The UK's Investment Management Association (IMA) has reminded the European Securities and Markets Authority (ESMA) that asset managers are not banks, and should not be treated as posing the same systemic risks.
IMA Members presently hold some 34% of the UK stock exchange capitalisation. They use MTFs, brokers, algorithms, clearing members and more and more will be involved with CCPs (Central Counterparty Clearing Houses); and their clients engage custodians with which managers need to cooperate.
“Never before have firms had to be so concerned with how others are implementing changes in legislation. Terms being offered by clearing members need to be scrutinised to see they preserve the segregation and porting rights which clients wish to have.
“Bank recovery and resolution plans can easily forget the critical role some of their services play in the operation of the funds industry and we need to ensure that these are addressed alongside more obvious core services to payments and retail deposit taking.”
He said regulations have proved “exceptionally poor” at addressing complex chains of activity and responsibility.
“Who is responsible for what, between manufacturer, wholesaler, distributor and consumer?
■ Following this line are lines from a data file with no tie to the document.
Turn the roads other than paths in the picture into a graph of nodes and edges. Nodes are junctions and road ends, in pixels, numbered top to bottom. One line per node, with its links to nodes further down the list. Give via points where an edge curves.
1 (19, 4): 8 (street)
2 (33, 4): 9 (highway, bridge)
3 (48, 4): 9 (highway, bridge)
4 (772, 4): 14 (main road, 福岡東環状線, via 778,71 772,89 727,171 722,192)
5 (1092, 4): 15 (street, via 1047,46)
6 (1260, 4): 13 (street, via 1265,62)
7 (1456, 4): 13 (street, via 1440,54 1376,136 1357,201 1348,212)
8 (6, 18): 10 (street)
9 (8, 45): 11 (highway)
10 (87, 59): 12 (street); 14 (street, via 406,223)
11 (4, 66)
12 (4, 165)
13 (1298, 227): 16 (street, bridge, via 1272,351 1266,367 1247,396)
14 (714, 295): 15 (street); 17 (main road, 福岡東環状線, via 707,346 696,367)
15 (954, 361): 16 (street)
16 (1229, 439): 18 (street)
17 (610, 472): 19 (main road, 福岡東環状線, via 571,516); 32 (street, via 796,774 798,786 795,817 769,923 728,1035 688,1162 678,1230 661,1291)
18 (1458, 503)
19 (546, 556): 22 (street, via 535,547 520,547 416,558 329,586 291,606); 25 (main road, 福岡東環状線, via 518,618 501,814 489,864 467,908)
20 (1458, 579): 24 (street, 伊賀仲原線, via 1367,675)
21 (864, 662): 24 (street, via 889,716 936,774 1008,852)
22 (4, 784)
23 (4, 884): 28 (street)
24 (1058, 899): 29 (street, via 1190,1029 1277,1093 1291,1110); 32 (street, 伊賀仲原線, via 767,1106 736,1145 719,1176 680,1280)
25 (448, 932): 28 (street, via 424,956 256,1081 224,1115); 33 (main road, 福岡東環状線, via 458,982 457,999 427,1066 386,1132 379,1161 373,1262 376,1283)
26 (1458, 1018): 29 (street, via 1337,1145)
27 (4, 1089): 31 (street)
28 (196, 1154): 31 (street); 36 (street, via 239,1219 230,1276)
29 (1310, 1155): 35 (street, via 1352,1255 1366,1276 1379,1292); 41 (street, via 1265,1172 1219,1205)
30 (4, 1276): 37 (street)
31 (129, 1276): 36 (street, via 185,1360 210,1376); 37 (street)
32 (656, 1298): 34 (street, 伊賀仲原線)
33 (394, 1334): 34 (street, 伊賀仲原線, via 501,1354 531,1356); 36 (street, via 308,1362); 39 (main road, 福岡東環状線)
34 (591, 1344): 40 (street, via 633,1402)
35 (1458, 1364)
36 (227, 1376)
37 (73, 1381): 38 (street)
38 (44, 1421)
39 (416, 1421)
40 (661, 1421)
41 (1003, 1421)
The regulations will not address this adequately, and the UK has never resolved what it means by consumer responsibility. So we still need to ask what are our true roles and responsibilities quite apart from what the regulations state?”
He said the reference of some commentators to a “fiduciary” duty is not an adequate response, as it lacks a sound legal underpinning. Regulatory proposals were failing to take account of layers of operational connections, messaging languages and reference data and standards among firms.
“Financial service regulations rarely if ever descend into the technical language needed to ensure operational efficiency and even to allow regulators to see more easily what is occurring.”